ENTRIES SHOWN:
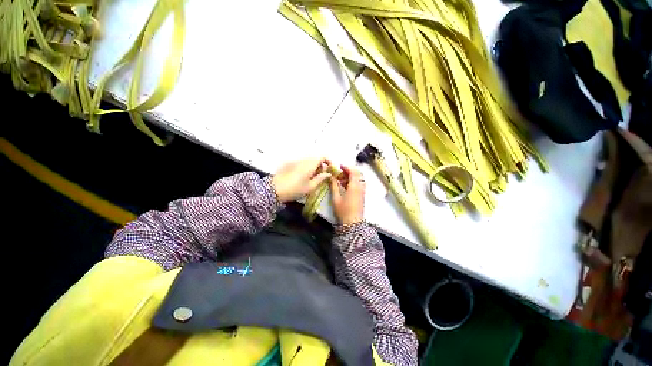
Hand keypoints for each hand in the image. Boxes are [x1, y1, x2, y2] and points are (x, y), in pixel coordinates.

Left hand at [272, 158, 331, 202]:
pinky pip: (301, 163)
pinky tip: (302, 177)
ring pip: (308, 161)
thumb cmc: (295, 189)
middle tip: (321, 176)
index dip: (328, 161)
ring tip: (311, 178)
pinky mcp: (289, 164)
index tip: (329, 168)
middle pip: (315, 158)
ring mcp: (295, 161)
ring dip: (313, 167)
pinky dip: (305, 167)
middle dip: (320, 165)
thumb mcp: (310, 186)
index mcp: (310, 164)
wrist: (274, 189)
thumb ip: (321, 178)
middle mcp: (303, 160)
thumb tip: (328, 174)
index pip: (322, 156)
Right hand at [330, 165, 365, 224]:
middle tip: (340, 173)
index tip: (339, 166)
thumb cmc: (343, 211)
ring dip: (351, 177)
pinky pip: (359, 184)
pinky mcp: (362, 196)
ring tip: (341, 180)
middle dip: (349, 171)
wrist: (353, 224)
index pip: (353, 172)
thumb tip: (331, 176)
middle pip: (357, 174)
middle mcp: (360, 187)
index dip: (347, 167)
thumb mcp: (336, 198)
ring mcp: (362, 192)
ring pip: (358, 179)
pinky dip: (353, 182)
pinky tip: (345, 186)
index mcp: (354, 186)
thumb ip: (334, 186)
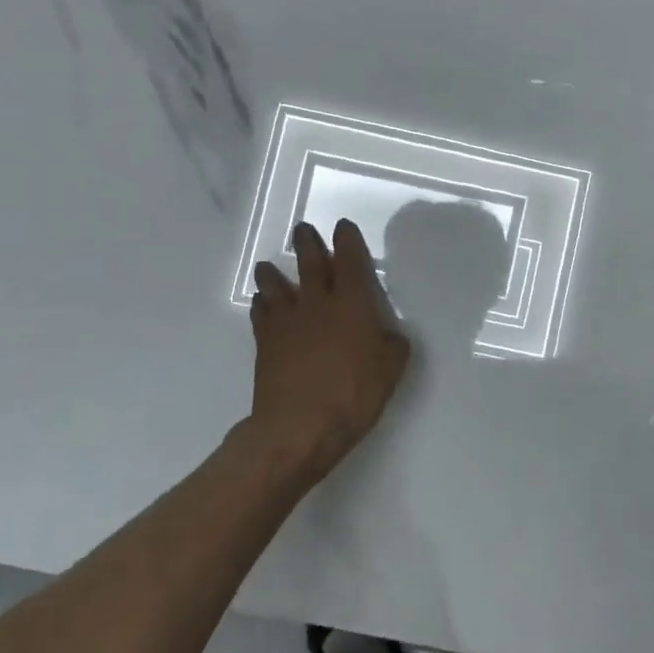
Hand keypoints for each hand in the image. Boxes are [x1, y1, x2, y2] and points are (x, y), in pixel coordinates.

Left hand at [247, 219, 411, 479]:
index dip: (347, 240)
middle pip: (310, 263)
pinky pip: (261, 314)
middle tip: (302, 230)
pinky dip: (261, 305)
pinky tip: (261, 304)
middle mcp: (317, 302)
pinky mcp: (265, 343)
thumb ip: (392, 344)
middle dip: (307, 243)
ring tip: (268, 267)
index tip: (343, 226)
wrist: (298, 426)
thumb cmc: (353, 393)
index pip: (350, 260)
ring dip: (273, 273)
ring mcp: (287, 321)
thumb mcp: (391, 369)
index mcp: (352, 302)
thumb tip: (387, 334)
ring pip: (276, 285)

HOW TO COMPLETE THIS TASK: Start with the line that contains "middle pip: (310, 263)", end with the last line of the entries, and please retype every line in that span exactly, with no others.

SOLUTION TO THIS EXERCISE:
middle pip: (310, 263)
pinky pip: (261, 314)
middle tip: (302, 230)
pinky dip: (261, 305)
pinky tip: (261, 304)
middle mcp: (317, 302)
pinky mcp: (265, 343)
thumb ip: (392, 344)
middle dip: (307, 243)
ring tip: (268, 267)
index tip: (343, 226)
wrist: (298, 426)
thumb cmc: (353, 393)
index pip: (350, 260)
ring dip: (273, 273)
ring mcp: (287, 321)
thumb mcp: (391, 369)
index mcp: (352, 302)
thumb tip: (387, 334)
ring pip: (276, 285)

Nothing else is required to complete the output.